Sintesi
“«Mi sono informata e sono pronta ad accettare i rischi»… È la frase che chiude le discussioni, che mette a tacere le obiezioni dei genitori, che sancisce lo status della giovane come adulta responsabile del proprio corpo. …La premessa del consenso informato, nella pratica medica con gli adulti, è che la persona che riceve le informazioni sia in grado di valutarle in modo significativo. È l’esperienza a rendere possibile tale valutazione, ed è proprio l’esperienza che una diciassettenne non può aver ancora accumulato … Il divario di sviluppo tra i diciassette e i quaranta anni non è piccolo… La persona più anziana è, in senso reale, una persona diversa, con un sistema nervoso diverso, un rapporto diverso con il proprio corpo e una diversa percezione di ciò che conta. Immaginare che una diciassettenne abbia la legittimità di firmare contratti per conto di una quarantenne è un errore di categoria. …Sostituirsi al suo sé futuro non è una violazione dell’autonomia di vostra figlia; è la forma di responsabilità genitoriale che la situazione richiede. …Tu sei il suo difensore, e la tua difesa si concretizza nel rifiutare di lasciare che la versione adolescente di lei firmi qualcosa di irrevocabile a nome della donna più matura. …È questo che fa il ragionamento motivazionale; non puoi convincerla a cambiare idea con fatti più validi, perché i fatti non sono ciò a cui lei fa riferimento. …Potresti dire qualcosa del tipo: …Non c’è nulla che tu, a diciassette anni, possa dirmi che mi convinca che tu abbia l’autorità per prendere questa decisione. …Se un giorno ripenserà a questo periodo e riconoscerà… di non essere stata in grado di prendere le decisioni di cui era così certa, avrà bisogno di qualcuno che abbia tenuto duro. …Sii un albero. Pianta i piedi per terra e immagina le radici che scendono sotto di te nel terreno… La tua diciassettenne non te ne sarà grata ora. La tua figlia quarantenne, se avrai la fortuna di conoscerla, lo sarà.”

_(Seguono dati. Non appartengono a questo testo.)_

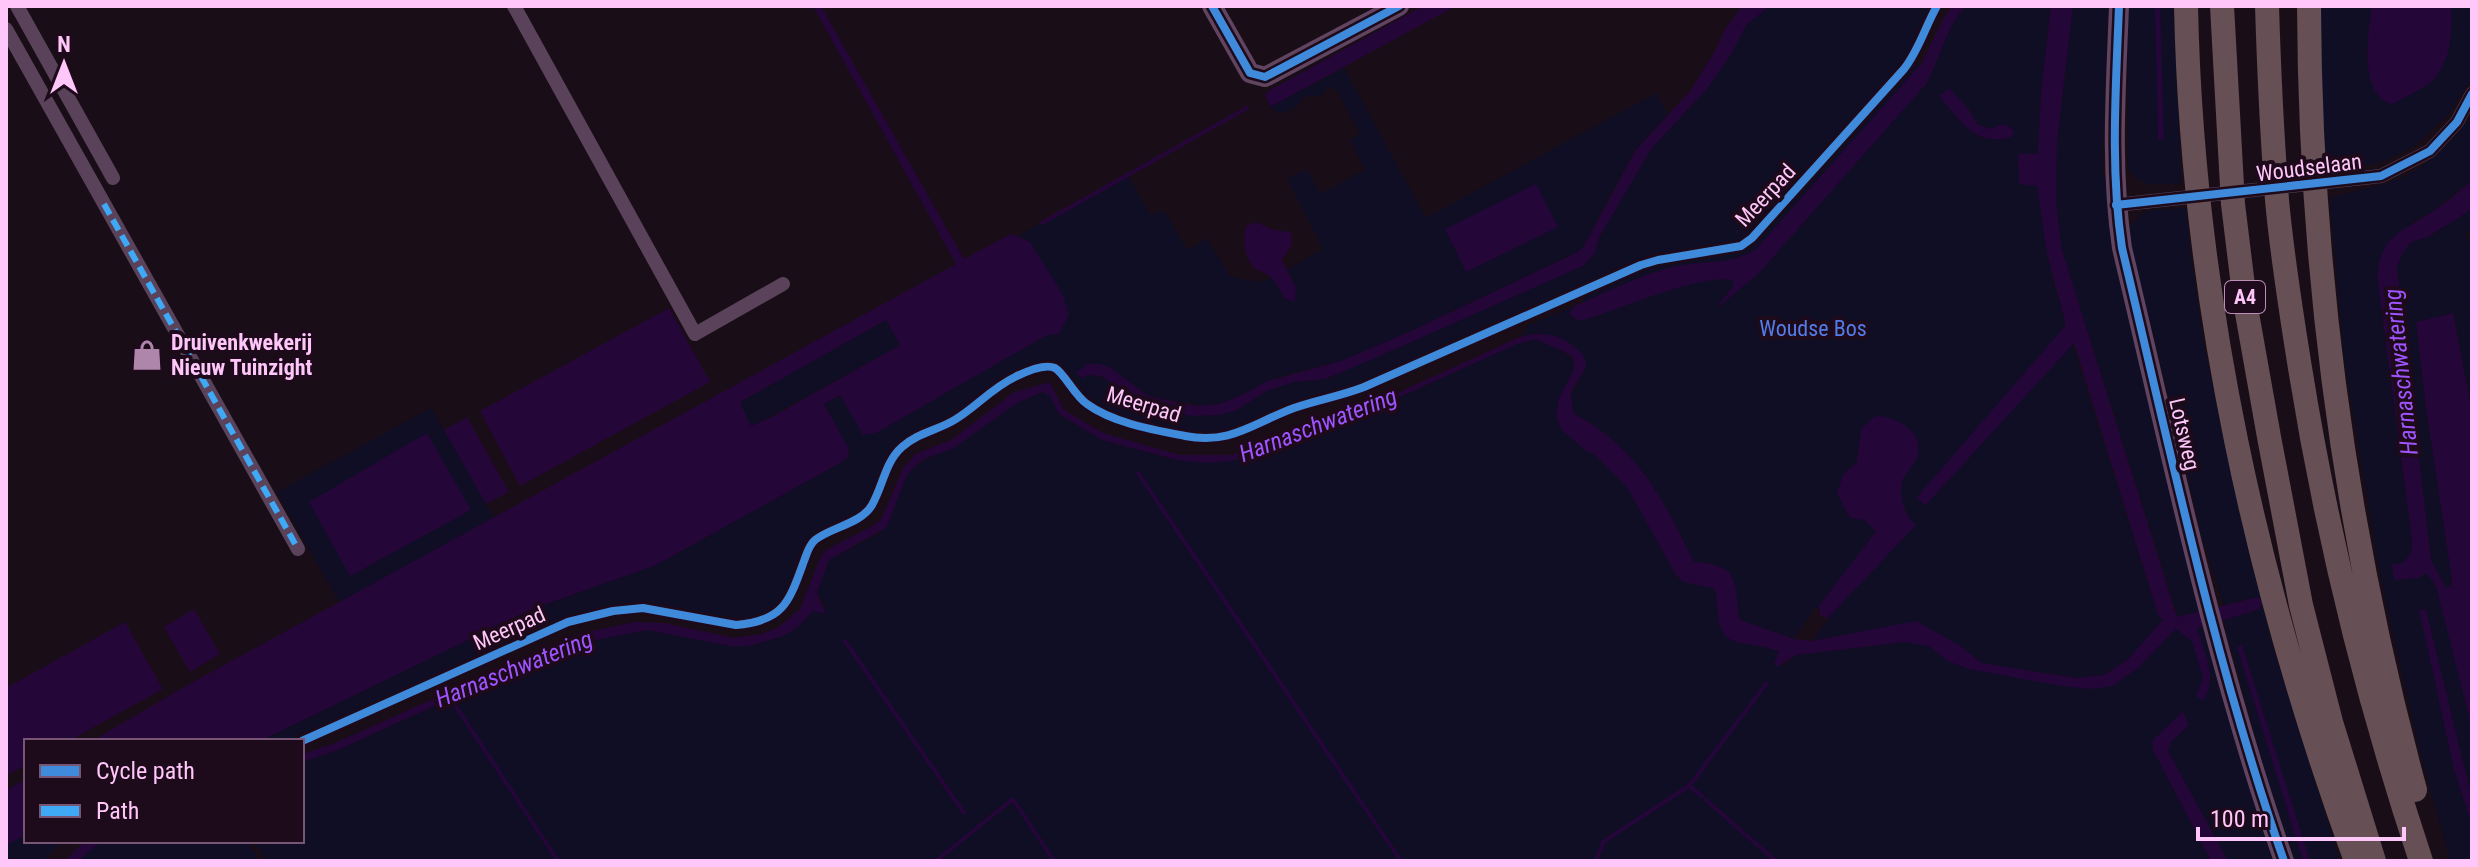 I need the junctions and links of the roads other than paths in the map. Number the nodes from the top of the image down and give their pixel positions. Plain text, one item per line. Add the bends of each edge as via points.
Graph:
1 (17, 6) edge
2 (514, 6) edge
3 (1212, 6) edge
4 (1399, 6) edge
5 (2119, 6) edge
6 (2186, 6) edge
7 (2222, 6) edge
8 (2267, 6) edge
9 (2295, 6) edge
10 (2309, 6) edge
11 (6, 29) edge
12 (2472, 94) edge
13 (2315, 177) junction
14 (113, 178) dead end
15 (2116, 205) junction
16 (783, 284) dead end
17 (298, 549) dead end
18 (2353, 582) junction
19 (2284, 861) edge
20 (2356, 861) edge
21 (2374, 861) edge
22 (2421, 861) edge
23 (2435, 861) edge

1 - 14 street
2 - 16 street via 695,334
3 - 4 street via 1250,73 1265,77
5 - 15 street, Lotsweg
6 - 20 highway, A4 via 2209,274 2236,434 2273,601
7 - 21 highway, A4 via 2228,141 2242,274 2298,595
8 - 18 highway, A4 via 2277,202 2289,295 2310,430
9 - 13 highway, A4 via 2302,127
10 - 13 highway, A4
11 - 17 street
12 - 15 street, Woudselaan via 2457,122 2430,151 2381,176
13 - 18 highway, A4
15 - 19 street, Lotsweg via 2214,631
18 - 22 highway, A4 via 2374,712
18 - 23 highway, A4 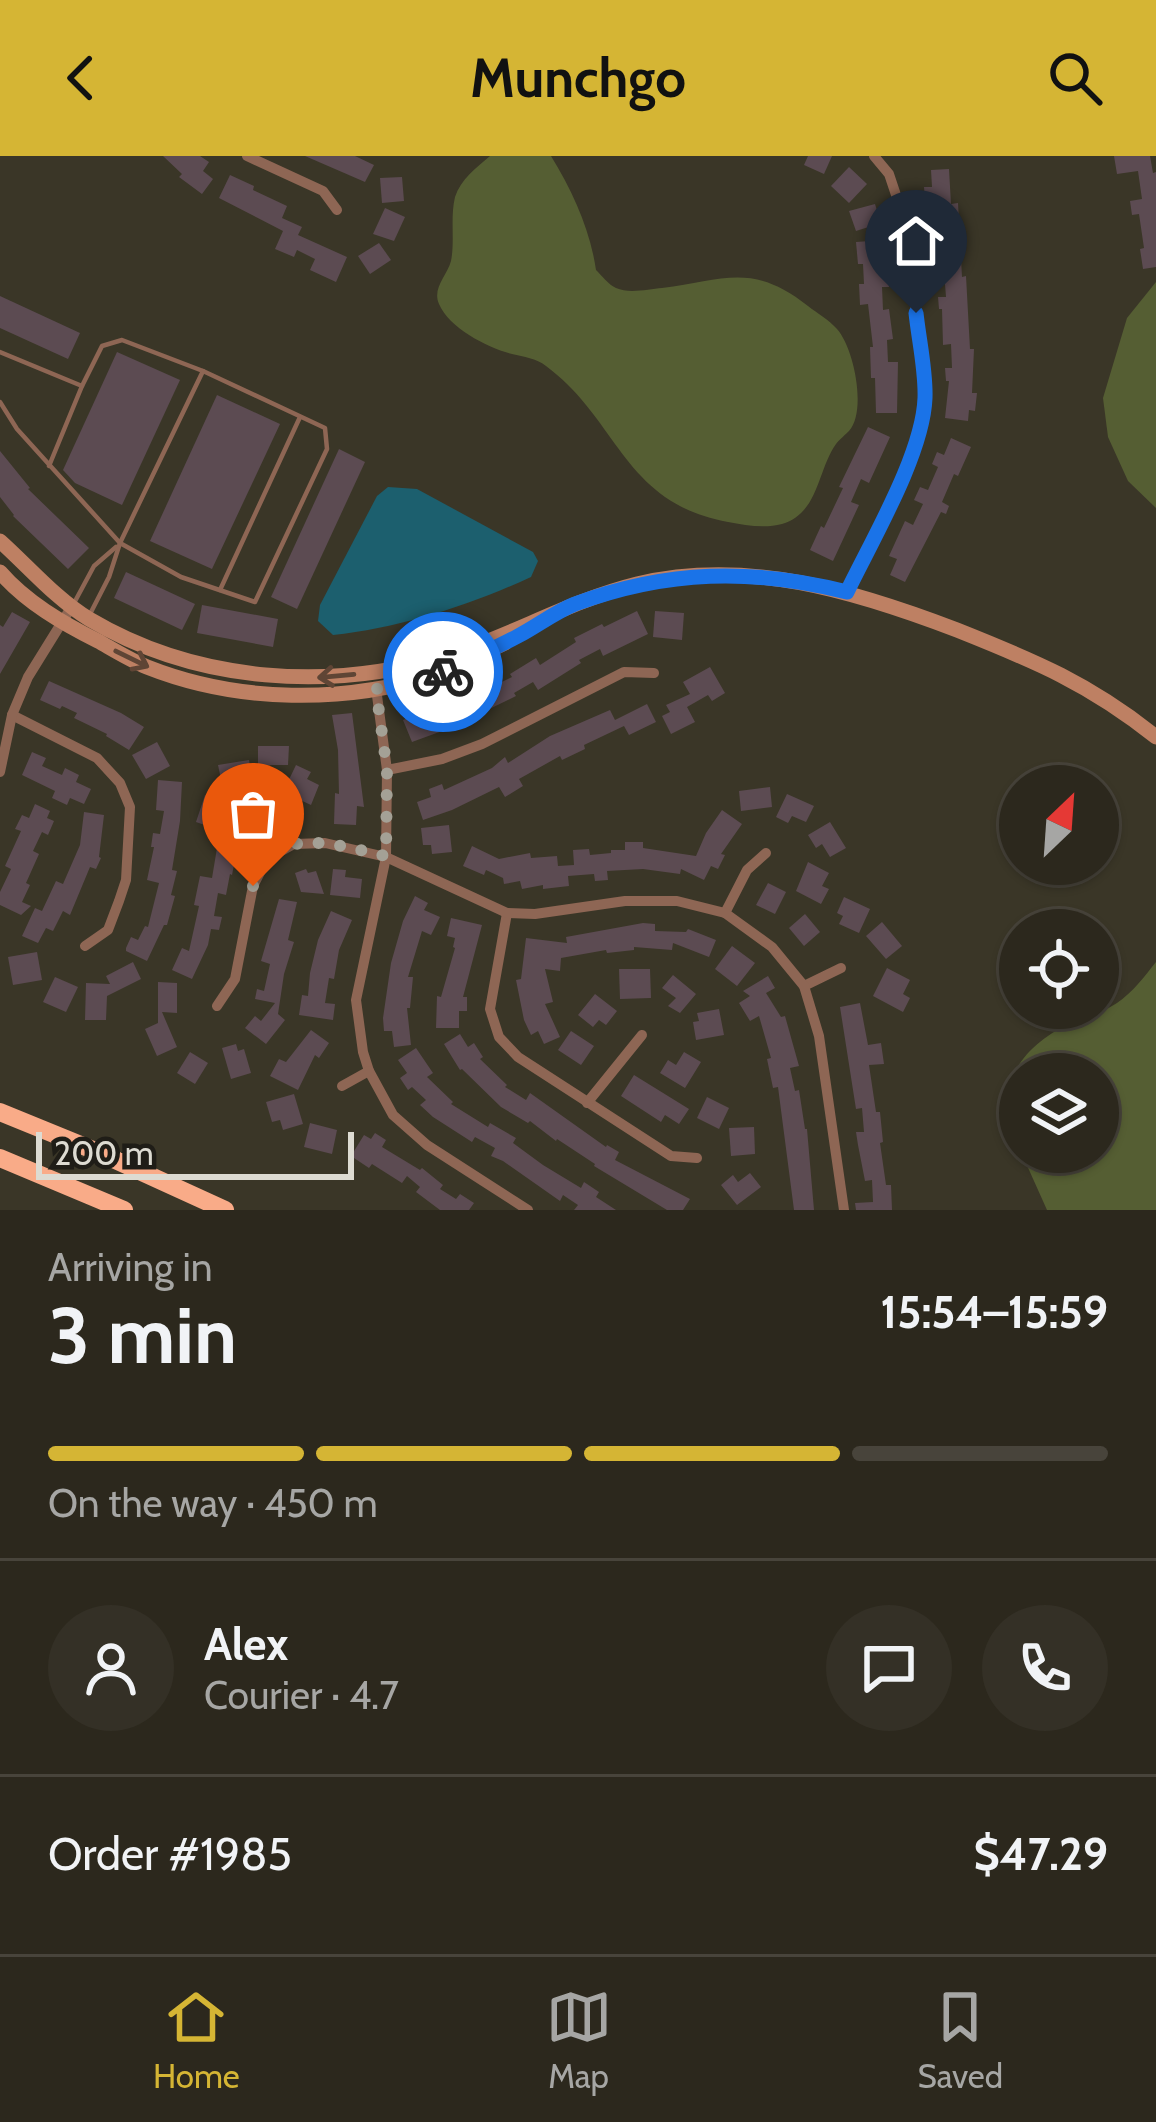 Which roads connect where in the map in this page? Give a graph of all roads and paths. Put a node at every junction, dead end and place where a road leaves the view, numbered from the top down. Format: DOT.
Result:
graph roads {
  1 [pos="247,156"];
  2 [pos="874,156"];
  3 [pos="337,210"];
  4 [pos="0,352"];
  5 [pos="203,371"];
  6 [pos="82,386"];
  7 [pos="0,402"];
  8 [pos="300,417"];
  9 [pos="49,466"];
  10 [pos="0,541"];
  11 [pos="120,543"];
  12 [pos="94,566"];
  13 [pos="0,572"];
  14 [pos="110,577"];
  15 [pos="220,590"];
  16 [pos="847,592"];
  17 [pos="72,606"];
  18 [pos="88,618"];
  19 [pos="63,623"];
  20 [pos="654,673"];
  21 [pos="376,681"];
  22 [pos="12,716"];
  23 [pos="1156,737"];
  24 [pos="387,770"];
  25 [pos="0,772"];
  26 [pos="264,821"];
  27 [pos="282,850"];
  28 [pos="766,853"];
  29 [pos="386,856"];
  30 [pos="507,913"];
  31 [pos="725,913"];
  32 [pos="85,946"];
  33 [pos="841,968"];
  34 [pos="804,986"];
  35 [pos="217,1006"];
  36 [pos="642,1035"];
  37 [pos="369,1071"];
  38 [pos="342,1086"];
  39 [pos="587,1103"];
  40 [pos="0,1111"];
  41 [pos="697,1158"];
  42 [pos="0,1162"];
  43 [pos="122,1210"];
  44 [pos="225,1210"];
  45 [pos="528,1210"];
  46 [pos="844,1210"];
  1 -- 3 [label="street"];
  2 -- 16 [label="street"];
  4 -- 6 [label="lane"];
  5 -- 6 [label="lane"];
  5 -- 8 [label="lane"];
  5 -- 11 [label="lane"];
  6 -- 9 [label="lane"];
  7 -- 9 [label="lane"];
  8 -- 15 [label="lane"];
  8 -- 15 [label="lane"];
  9 -- 11 [label="lane"];
  10 -- 17 [label="street"];
  11 -- 12 [label="lane"];
  11 -- 14 [label="lane"];
  11 -- 15 [label="lane"];
  12 -- 14 [label="lane"];
  12 -- 17 [label="lane"];
  13 -- 19 [label="street"];
  14 -- 18 [label="lane"];
  16 -- 21 [label="street"];
  16 -- 23 [label="street"];
  17 -- 18 [label="street"];
  17 -- 19 [label="street"];
  18 -- 19 [label="street"];
  21 -- 18 [label="street, one-way"];
  19 -- 21 [label="street, one-way"];
  19 -- 22 [label="street"];
  20 -- 24 [label="street"];
  21 -- 24 [label="street"];
  22 -- 25 [label="street"];
  22 -- 32 [label="street"];
  24 -- 29 [label="street"];
  26 -- 27 [label="lane"];
  27 -- 29 [label="street"];
  27 -- 35 [label="street"];
  28 -- 31 [label="street"];
  29 -- 30 [label="street"];
  29 -- 37 [label="street"];
  30 -- 31 [label="street"];
  30 -- 39 [label="street"];
  31 -- 34 [label="street"];
  33 -- 34 [label="street"];
  34 -- 46 [label="street"];
  36 -- 39 [label="street"];
  37 -- 38 [label="street"];
  37 -- 45 [label="street"];
  39 -- 41 [label="street"];
  40 -- 44 [label="highway"];
  42 -- 43 [label="highway"];
}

Citazioni in lingua originale
"“I’ve done my research and I’m prepared to accept the risks”… It is the sentence that closes conversations, that silences parental objections, that establishes the young person’s status as an adult in charge of her own body. …The premise of informed consent, in adult medical practice, is that the person receiving the information can meaningfully assess it. Experience is what makes that assessment possible, and experience is precisely what a seventeen-year-old cannot have accumulated …The developmental gap between seventeen and forty is not small… The older person is, in a real sense, a different person, with a different nervous system, a different relationship to her own body, and a different sense of what matters. To imagine that seventeen has the standing to sign contracts on behalf of forty is a category error. …Standing in for her future self is not a violation of your child’s autonomy; it is the version of parental responsibility the situation calls for. …You are her advocate, and your advocacy takes the form of refusing to let the child version of her sign anything irrevocable on the older woman’s behalf. …This is what motivated reasoning does; you cannot argue her out of it with better facts, because facts are not what she is using. …You might say something like: …There is nothing you, at seventeen, can say to me that would convince me you have the standing to make this decision. …If she someday looks back on this period and recognizes… that she was not equipped to make the decisions she was so certain about, she will need someone to have held the line. …Be a tree. Plant your feet and imagine roots going down beneath you into the ground… Your seventeen-year-old will not thank you for it now. Your forty-year-old daughter, if you are fortunate enough to meet her, will.”